Algunas cabezas se giraron. La señora Green murmuró algo sobre “los raros de hoy en día” y volvió a su té. Sam, curioso, se asomó desde detrás del mostrador con un muffin a medio comer.
Lorena exhaló despacio. Dejó la bandeja sobre la barra, limpió sus manos con el delantal y se acercó.
─Entonces, ¿a qué debo el honor?
─A algo que preferirías discutir en privado ─dijo Strange, bajando un poco la voz. Su mirada era firme, pero en sus ojos se reflejaba una sombra de duda─. Y antes de que preguntes… no, no es una amenaza.
Tony arqueó una ceja, divertido.
─¿Así saludás a tus amigos, maguito?

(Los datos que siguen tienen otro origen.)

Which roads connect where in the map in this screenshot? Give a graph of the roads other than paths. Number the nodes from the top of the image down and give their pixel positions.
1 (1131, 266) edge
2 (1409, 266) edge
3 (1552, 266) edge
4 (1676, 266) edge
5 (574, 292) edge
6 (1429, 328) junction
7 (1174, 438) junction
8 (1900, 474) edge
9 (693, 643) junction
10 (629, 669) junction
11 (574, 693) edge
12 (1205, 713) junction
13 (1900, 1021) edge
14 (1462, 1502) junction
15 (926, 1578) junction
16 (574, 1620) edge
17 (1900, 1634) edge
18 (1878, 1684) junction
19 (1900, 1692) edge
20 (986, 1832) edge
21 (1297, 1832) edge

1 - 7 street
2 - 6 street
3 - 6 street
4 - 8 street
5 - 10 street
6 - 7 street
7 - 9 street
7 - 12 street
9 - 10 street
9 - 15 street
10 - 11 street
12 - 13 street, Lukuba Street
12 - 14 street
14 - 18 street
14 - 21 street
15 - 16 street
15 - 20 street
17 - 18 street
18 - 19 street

Porque si es una cita secreta, no está siendo muy discreta.
─No es una cita ─respondió Strange sin siquiera girarse─. Y tú no estás invitado, Stark.
Steve se incorporó un poco en su asiento, evaluando la situación. Natasha simplemente cruzó los brazos, sin apartar los ojos de Lorena.
La dueña del local —la mujer que todos conocían como Lorena Laufner— sonrió con cortesía, aunque sus dedos se apretaron apenas sobre el borde del mostrador.
─Si necesita hablar, puede hacerlo aquí ─dijo, firme.
─No creo que quieras eso ─replicó Strange, y sus palabras sonaron más como una advertencia que como una sugerencia.
Un silencio pesado se extendió entre ellos.
Y entonces, con un suspiro casi imperceptible, Lorena asintió.
─Finn, cariño, encárgate del mostrador un momento.
─¿Yo? ¡Pero!
─Sin “peros” ─dijo mientras se quitaba el delantal.
Finn frunció el ceño, pero obedeció.
Lorena rodeó el mostrador y se dirigió hacia la puerta del fondo. Strange la siguió sin decir palabra, su capa ondeando suavemente a su paso.
Natasha los observó desaparecer detrás de la puerta con un gesto que mezclaba sospecha y curiosidad.
─Steve, ¿escuchaste eso? ─murmuró Tony, inclinándose un poco─. Dijo “honor”. Nadie dice “honor” a menos que oculte algo.
─Tony, deja el drama.
─¡Yo soy el drama! ─replicó Tony en un susurro exagerado, haciendo que Natasha soltara una sonrisa mínima.
Detrás de la puerta del pasillo, la voz de Lorena se escuchó, baja y firme.
La respuesta de Strange fue más baja aún, apenas un eco.
Nadie alcanzó a oír las palabras, pero Natasha vio algo en el aire: una vibración leve, casi imperceptible, como si el aire se doblara a su alrededor.
Steve frunció el ceño.
─¿Eso fue…?
─Magia ─dijo Natasha, apenas moviendo los labios.
Y del otro lado de la puerta, el silencio se hizo más profundo.